*DATA SUPPLIED:*
§ §
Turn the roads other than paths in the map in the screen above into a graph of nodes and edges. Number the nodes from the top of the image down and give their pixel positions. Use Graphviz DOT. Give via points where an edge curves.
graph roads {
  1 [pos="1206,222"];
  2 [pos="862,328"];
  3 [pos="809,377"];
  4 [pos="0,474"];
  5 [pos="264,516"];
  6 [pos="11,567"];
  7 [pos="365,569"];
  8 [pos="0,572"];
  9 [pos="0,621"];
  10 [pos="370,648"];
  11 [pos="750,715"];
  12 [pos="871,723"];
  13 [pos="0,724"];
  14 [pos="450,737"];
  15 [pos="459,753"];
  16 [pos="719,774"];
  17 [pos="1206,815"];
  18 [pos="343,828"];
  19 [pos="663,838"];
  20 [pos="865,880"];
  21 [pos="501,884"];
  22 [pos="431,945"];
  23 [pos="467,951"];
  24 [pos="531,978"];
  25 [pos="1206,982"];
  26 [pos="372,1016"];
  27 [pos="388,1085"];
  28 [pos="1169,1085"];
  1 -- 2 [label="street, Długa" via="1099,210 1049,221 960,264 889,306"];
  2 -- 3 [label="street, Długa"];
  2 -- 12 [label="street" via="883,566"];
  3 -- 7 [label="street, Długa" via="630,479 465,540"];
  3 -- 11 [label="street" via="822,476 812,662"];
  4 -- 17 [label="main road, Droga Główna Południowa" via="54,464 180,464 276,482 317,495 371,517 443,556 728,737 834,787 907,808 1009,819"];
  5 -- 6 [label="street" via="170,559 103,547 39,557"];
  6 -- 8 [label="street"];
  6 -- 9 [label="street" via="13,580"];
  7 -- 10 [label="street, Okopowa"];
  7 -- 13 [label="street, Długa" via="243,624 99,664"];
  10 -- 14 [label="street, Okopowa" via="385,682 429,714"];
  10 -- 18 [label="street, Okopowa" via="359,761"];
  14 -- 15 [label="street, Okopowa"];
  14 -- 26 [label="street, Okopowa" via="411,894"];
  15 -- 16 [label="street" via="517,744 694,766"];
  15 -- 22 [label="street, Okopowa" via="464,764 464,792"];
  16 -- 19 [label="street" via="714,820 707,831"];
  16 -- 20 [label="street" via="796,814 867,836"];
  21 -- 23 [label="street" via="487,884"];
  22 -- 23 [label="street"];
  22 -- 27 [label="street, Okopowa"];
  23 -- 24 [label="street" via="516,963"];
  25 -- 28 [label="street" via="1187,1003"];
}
§ §
*AIM OF THE TASK:*
Set down all of the records shown above once more, exactly.

*ANSWER SPACE:*
Turn the roads other than paths in the map in the screen above into a graph of nodes and edges. Number the nodes from the top of the image down and give their pixel positions. Use Graphviz DOT. Give via points where an edge curves.
graph roads {
  1 [pos="1206,222"];
  2 [pos="862,328"];
  3 [pos="809,377"];
  4 [pos="0,474"];
  5 [pos="264,516"];
  6 [pos="11,567"];
  7 [pos="365,569"];
  8 [pos="0,572"];
  9 [pos="0,621"];
  10 [pos="370,648"];
  11 [pos="750,715"];
  12 [pos="871,723"];
  13 [pos="0,724"];
  14 [pos="450,737"];
  15 [pos="459,753"];
  16 [pos="719,774"];
  17 [pos="1206,815"];
  18 [pos="343,828"];
  19 [pos="663,838"];
  20 [pos="865,880"];
  21 [pos="501,884"];
  22 [pos="431,945"];
  23 [pos="467,951"];
  24 [pos="531,978"];
  25 [pos="1206,982"];
  26 [pos="372,1016"];
  27 [pos="388,1085"];
  28 [pos="1169,1085"];
  1 -- 2 [label="street, Długa" via="1099,210 1049,221 960,264 889,306"];
  2 -- 3 [label="street, Długa"];
  2 -- 12 [label="street" via="883,566"];
  3 -- 7 [label="street, Długa" via="630,479 465,540"];
  3 -- 11 [label="street" via="822,476 812,662"];
  4 -- 17 [label="main road, Droga Główna Południowa" via="54,464 180,464 276,482 317,495 371,517 443,556 728,737 834,787 907,808 1009,819"];
  5 -- 6 [label="street" via="170,559 103,547 39,557"];
  6 -- 8 [label="street"];
  6 -- 9 [label="street" via="13,580"];
  7 -- 10 [label="street, Okopowa"];
  7 -- 13 [label="street, Długa" via="243,624 99,664"];
  10 -- 14 [label="street, Okopowa" via="385,682 429,714"];
  10 -- 18 [label="street, Okopowa" via="359,761"];
  14 -- 15 [label="street, Okopowa"];
  14 -- 26 [label="street, Okopowa" via="411,894"];
  15 -- 16 [label="street" via="517,744 694,766"];
  15 -- 22 [label="street, Okopowa" via="464,764 464,792"];
  16 -- 19 [label="street" via="714,820 707,831"];
  16 -- 20 [label="street" via="796,814 867,836"];
  21 -- 23 [label="street" via="487,884"];
  22 -- 23 [label="street"];
  22 -- 27 [label="street, Okopowa"];
  23 -- 24 [label="street" via="516,963"];
  25 -- 28 [label="street" via="1187,1003"];
}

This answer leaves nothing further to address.